This Guide has been created to help Psychology students find useful Library resources

Grey Literature

Places to start looking for grey literature

Ask an expert

You may wish to consider getting in contact with experts in the field you are researching: your unit coordinator, supervisor or team leader. They will often point you in the direction of unpublished resources that you may not find through other routes. 

Check with industry organisations, professional associations and regulatory bodies

Industry organisations commission and publish reports and guidelines, and professional associations and regulatory bodies will provide information and links to related information.

Including grey literature in your search strategy will help you discover

  • newly disseminated findings and emergent research areas
  • information about less successful studies that have not been included in published studies
  • reports, statistics and other data that are not available in traditional published sources

This will help you

  • investigate alternative perspectives
  • offset possible bias in published results
  • include more local information
  • fill in research gaps

What is Grey Literature?

Grey literature is "Information produced on all levels of government, academics, business and industry in electronic and print formats not controlled by commercial publishing, primarily where publishing is not the primary activity of the producing body". 

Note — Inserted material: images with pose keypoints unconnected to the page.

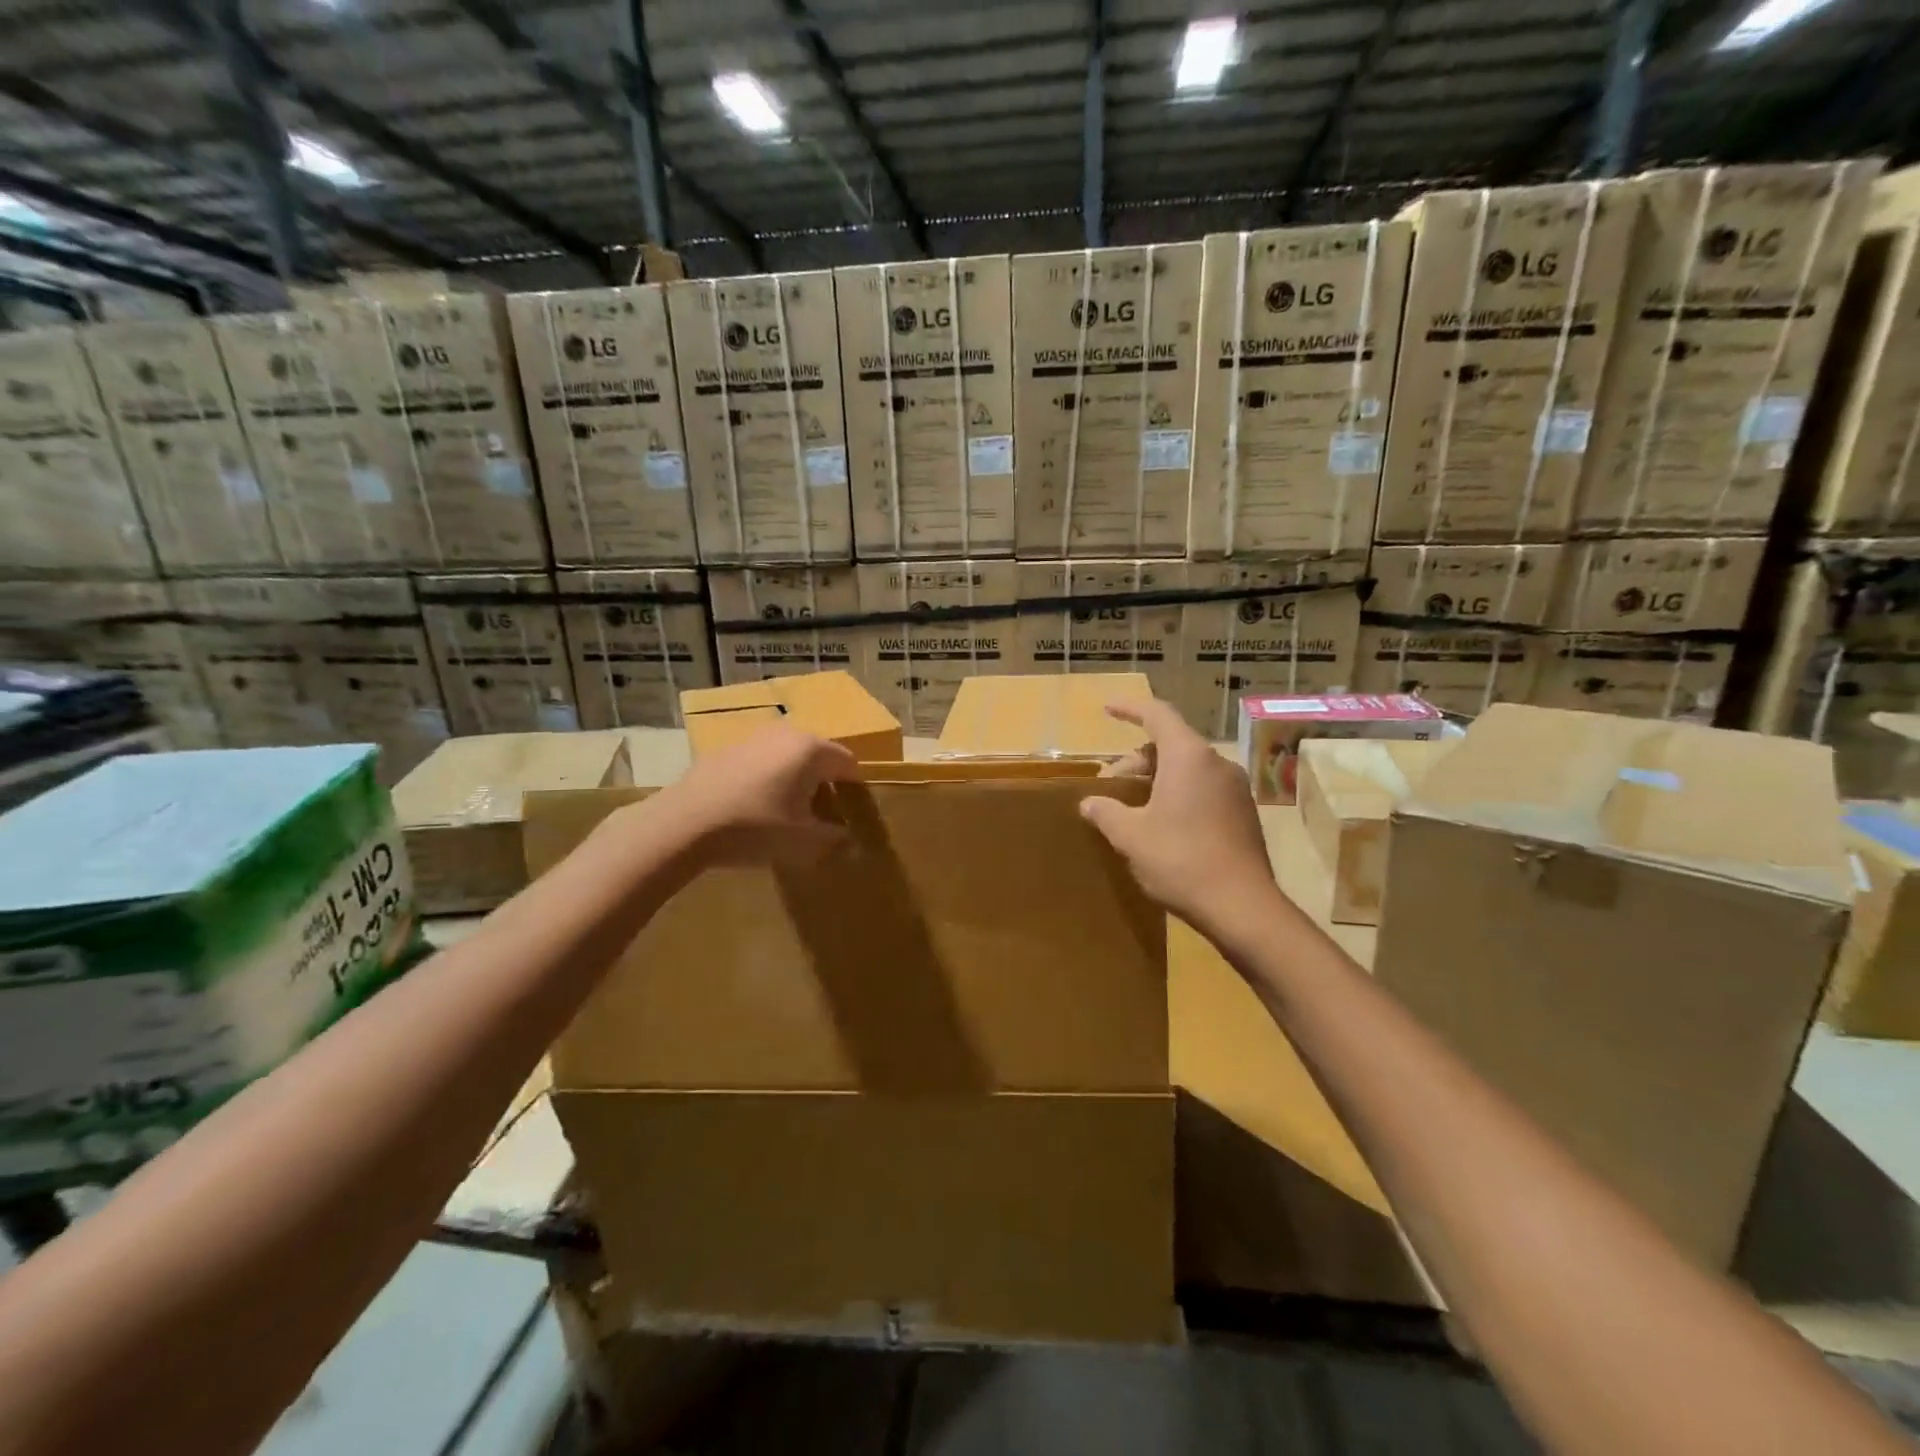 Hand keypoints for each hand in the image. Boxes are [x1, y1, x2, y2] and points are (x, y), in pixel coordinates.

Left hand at [662, 724, 859, 867]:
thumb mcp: (803, 842)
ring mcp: (752, 738)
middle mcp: (785, 734)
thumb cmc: (755, 827)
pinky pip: (760, 762)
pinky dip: (767, 779)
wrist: (684, 823)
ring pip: (787, 757)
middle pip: (818, 756)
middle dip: (824, 782)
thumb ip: (832, 837)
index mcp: (811, 750)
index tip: (852, 811)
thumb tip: (844, 836)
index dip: (854, 787)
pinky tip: (755, 807)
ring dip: (794, 779)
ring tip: (788, 811)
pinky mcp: (725, 750)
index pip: (848, 762)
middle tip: (822, 814)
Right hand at [1081, 698, 1276, 930]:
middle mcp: (1216, 763)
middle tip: (1111, 785)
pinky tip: (1163, 824)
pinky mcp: (1244, 813)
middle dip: (1137, 758)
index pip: (1157, 714)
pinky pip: (1205, 788)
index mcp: (1188, 757)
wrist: (1243, 907)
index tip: (1108, 709)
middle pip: (1171, 743)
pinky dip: (1179, 793)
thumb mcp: (1130, 836)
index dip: (1130, 708)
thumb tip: (1090, 803)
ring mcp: (1236, 788)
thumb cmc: (1180, 860)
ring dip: (1157, 778)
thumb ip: (1106, 812)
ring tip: (1134, 806)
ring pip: (1188, 767) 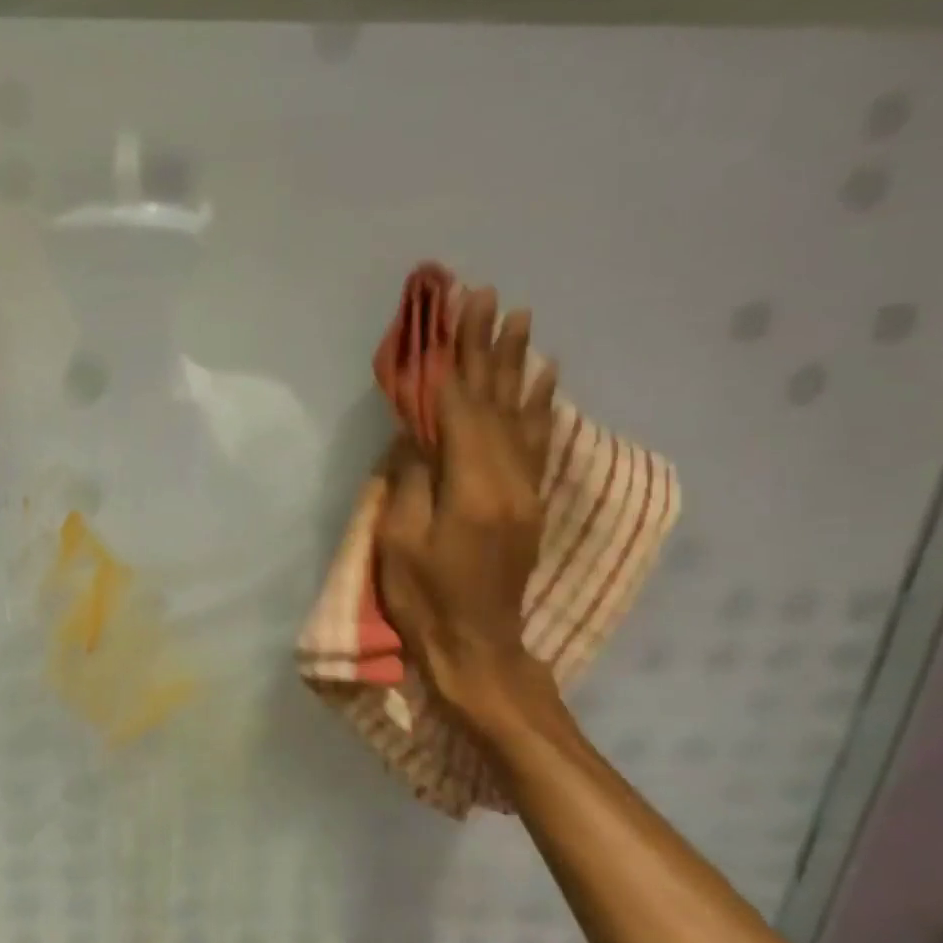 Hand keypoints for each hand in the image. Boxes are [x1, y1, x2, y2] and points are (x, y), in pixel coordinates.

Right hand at [376, 287, 557, 724]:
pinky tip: (544, 378)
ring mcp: (526, 490)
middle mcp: (509, 478)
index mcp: (472, 487)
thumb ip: (412, 479)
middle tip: (487, 297)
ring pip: (522, 413)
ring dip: (518, 364)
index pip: (461, 408)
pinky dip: (539, 404)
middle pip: (496, 400)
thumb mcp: (399, 540)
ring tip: (520, 319)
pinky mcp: (529, 502)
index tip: (454, 312)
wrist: (477, 645)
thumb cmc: (424, 597)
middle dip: (489, 346)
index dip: (454, 359)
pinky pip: (537, 441)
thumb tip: (419, 433) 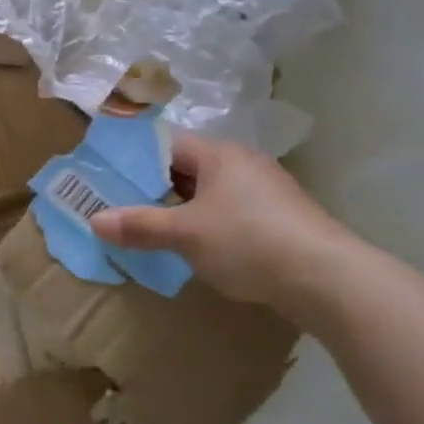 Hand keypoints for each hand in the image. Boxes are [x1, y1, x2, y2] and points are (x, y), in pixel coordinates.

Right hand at [89, 132, 356, 318]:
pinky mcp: (284, 220)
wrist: (329, 279)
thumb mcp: (185, 234)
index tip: (111, 179)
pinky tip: (202, 249)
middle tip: (125, 207)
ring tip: (157, 230)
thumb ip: (139, 225)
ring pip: (213, 193)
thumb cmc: (248, 241)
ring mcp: (268, 191)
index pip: (166, 144)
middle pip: (189, 168)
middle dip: (157, 188)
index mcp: (218, 154)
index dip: (136, 160)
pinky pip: (235, 213)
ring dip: (186, 209)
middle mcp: (244, 163)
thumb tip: (94, 221)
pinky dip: (213, 225) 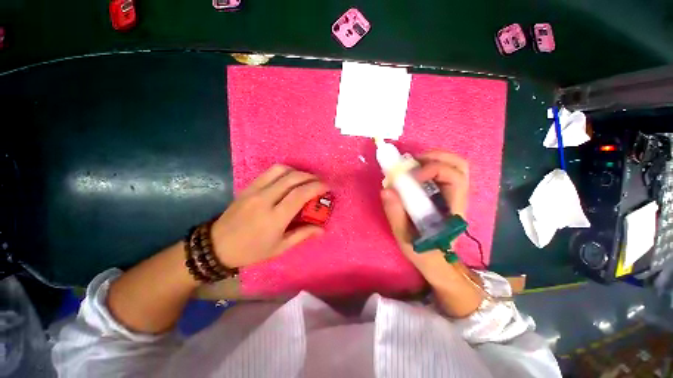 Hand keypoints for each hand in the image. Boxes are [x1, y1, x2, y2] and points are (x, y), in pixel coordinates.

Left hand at [210, 164, 328, 267]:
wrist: (217, 246)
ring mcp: (254, 190)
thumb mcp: (279, 248)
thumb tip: (322, 229)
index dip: (317, 187)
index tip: (327, 187)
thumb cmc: (251, 251)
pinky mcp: (248, 187)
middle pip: (293, 178)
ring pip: (281, 170)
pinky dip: (284, 171)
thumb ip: (302, 234)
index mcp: (274, 218)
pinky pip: (269, 172)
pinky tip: (290, 178)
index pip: (300, 194)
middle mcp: (265, 199)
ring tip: (306, 179)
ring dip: (298, 171)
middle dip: (311, 177)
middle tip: (320, 182)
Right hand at [381, 151, 468, 273]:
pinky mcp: (446, 194)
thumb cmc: (422, 251)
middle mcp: (458, 198)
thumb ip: (395, 214)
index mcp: (453, 209)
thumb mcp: (404, 237)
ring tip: (412, 166)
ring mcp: (454, 194)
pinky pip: (444, 171)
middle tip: (411, 164)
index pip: (455, 178)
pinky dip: (429, 165)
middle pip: (460, 165)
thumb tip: (386, 189)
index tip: (409, 176)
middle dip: (435, 157)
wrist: (436, 260)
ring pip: (454, 165)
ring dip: (433, 159)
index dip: (432, 169)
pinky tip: (414, 173) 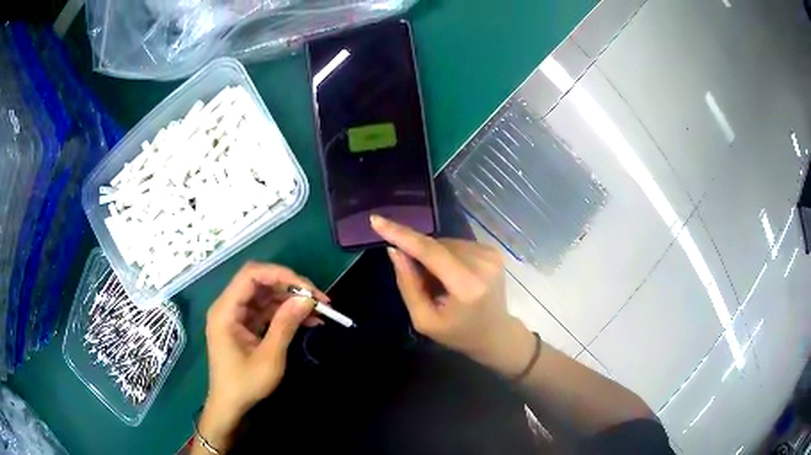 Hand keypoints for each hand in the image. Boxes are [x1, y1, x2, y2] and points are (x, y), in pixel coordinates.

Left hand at [199, 262, 328, 450]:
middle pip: (260, 283)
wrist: (230, 406)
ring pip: (266, 296)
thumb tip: (307, 300)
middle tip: (319, 299)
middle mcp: (229, 307)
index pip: (251, 275)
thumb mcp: (269, 357)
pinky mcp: (245, 325)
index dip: (280, 274)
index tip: (308, 288)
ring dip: (291, 301)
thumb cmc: (245, 384)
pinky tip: (308, 320)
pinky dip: (286, 313)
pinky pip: (267, 311)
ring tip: (320, 310)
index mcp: (226, 310)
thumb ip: (285, 325)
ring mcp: (237, 316)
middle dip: (290, 287)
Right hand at [370, 215, 534, 375]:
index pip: (430, 252)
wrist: (495, 333)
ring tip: (440, 285)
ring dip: (433, 257)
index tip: (377, 220)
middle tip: (421, 283)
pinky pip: (456, 244)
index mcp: (467, 286)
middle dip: (418, 256)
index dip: (402, 235)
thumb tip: (395, 250)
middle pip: (436, 245)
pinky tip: (452, 277)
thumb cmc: (458, 333)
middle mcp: (483, 264)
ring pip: (445, 243)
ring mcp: (490, 254)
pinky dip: (446, 256)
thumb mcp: (424, 320)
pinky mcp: (493, 250)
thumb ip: (408, 285) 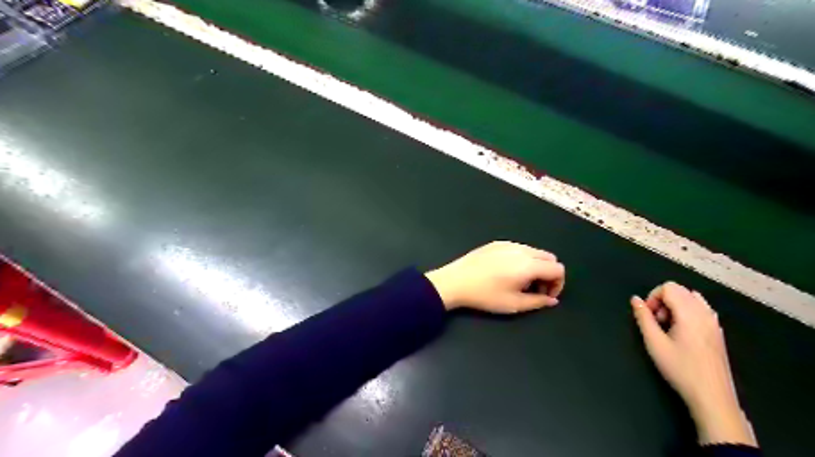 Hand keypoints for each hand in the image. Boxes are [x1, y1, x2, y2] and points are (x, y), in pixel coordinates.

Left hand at [424, 243, 565, 313]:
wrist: (455, 282)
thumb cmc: (485, 295)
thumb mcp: (514, 304)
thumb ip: (538, 301)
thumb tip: (552, 299)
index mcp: (529, 264)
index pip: (558, 268)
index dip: (558, 284)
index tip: (545, 295)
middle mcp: (522, 250)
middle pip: (549, 257)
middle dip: (548, 274)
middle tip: (534, 289)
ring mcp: (508, 243)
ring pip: (534, 252)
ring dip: (536, 266)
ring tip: (520, 282)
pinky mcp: (496, 243)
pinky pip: (519, 248)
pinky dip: (522, 259)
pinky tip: (506, 272)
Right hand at [629, 282, 757, 445]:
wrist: (712, 396)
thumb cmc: (680, 368)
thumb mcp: (654, 343)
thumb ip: (643, 317)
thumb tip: (635, 300)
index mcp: (690, 313)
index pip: (668, 287)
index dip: (653, 297)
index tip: (647, 316)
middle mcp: (705, 312)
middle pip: (680, 290)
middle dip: (663, 300)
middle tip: (656, 322)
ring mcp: (714, 322)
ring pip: (691, 298)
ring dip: (675, 305)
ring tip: (668, 326)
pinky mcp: (717, 332)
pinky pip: (701, 309)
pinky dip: (687, 312)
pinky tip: (681, 332) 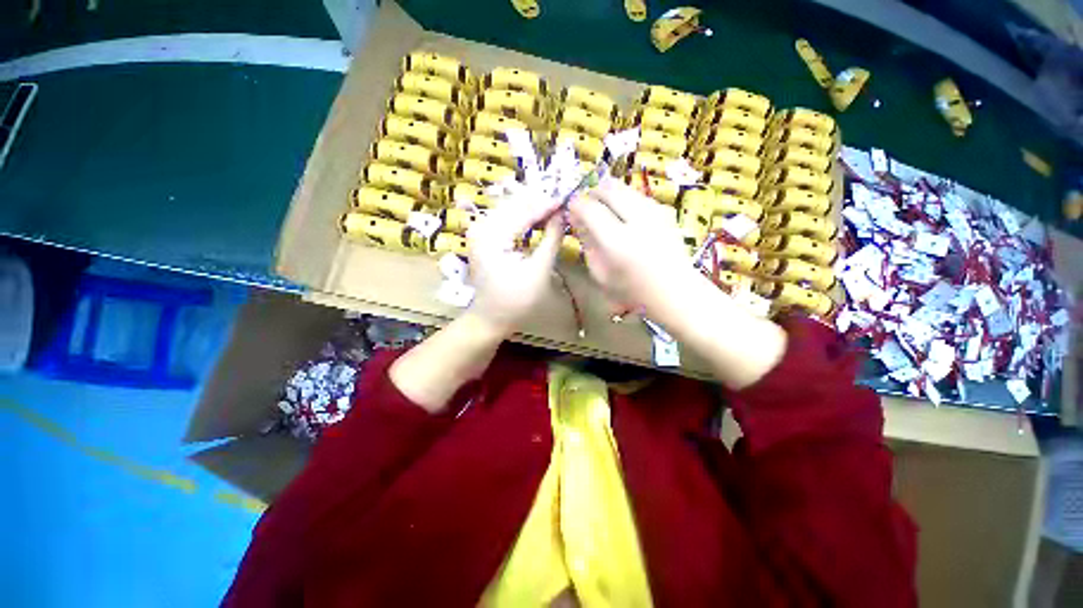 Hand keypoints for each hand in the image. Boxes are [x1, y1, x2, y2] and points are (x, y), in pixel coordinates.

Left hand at [466, 191, 564, 335]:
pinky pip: (505, 220)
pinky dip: (523, 219)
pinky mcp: (482, 237)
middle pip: (514, 206)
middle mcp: (481, 227)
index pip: (523, 212)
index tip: (567, 199)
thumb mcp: (539, 270)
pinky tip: (538, 219)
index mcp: (492, 237)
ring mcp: (479, 231)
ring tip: (554, 210)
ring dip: (532, 209)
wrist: (490, 318)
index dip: (547, 205)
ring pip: (510, 210)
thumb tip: (562, 214)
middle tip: (563, 203)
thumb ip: (551, 239)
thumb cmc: (516, 301)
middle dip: (539, 204)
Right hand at [568, 177, 700, 320]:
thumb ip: (587, 244)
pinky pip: (638, 195)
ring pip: (625, 188)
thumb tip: (577, 220)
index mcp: (617, 241)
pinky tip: (623, 213)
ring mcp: (654, 213)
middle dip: (592, 193)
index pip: (590, 209)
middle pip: (608, 190)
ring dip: (608, 193)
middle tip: (585, 205)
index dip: (576, 205)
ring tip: (602, 208)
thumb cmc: (632, 290)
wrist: (674, 291)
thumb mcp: (600, 273)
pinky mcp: (665, 212)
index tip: (571, 211)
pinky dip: (625, 198)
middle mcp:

CGL Luxembourg definition, 1997-expanded in New York, 2004

Grey literature is literature that is not formally published in books or journals. It is produced from a variety of sources, and is usually not indexed or organised. By its very nature, grey literature can be difficult to locate.

It can take many forms: 

Conference proceedings Government reports  PhD theses and dissertations Information from key websites
Clinical trial summaries Practice guidelines Patents Reports from relevant associations/public bodies
Maps Census data Working papers Pre and post print articles
Technical reports Blogs White papers Non-written resources and informal communications such as posters and infographics

See more grey literature types: greynet.org table

Further reading

Adams, J., Hillier-Brown, F.C., Moore, H.J., Lake, A. A., Araujo-Soares, V., White, M., & Summerbell, C. (2016). Searching and synthesising ‘grey literature’ and ‘grey information’ in public health: critical reflections on three case studiesSyst Rev, 5(164). doi:10.1186/s13643-016-0337-y

Adams, R. J., Smart, P., & Huff, A. S. (2017). Shades of Grey: Guidelines for Working with the Grey Literature in Systematic Reviews for Management and Organizational StudiesInternational Journal of Management Reviews19(4), 432–454. https://doi.org/10.1111/ijmr.12102

Bat, M., & Shore, S. (2012). Listening differently: an exploration of grey literature about Aboriginal teacher education in the Top End of the Northern Territory. MATSITI, Charles Darwin University, http://matsiti.edu.au/wp-content/uploads/2012/07/MATSITI-CDU-grey-literature.pdf.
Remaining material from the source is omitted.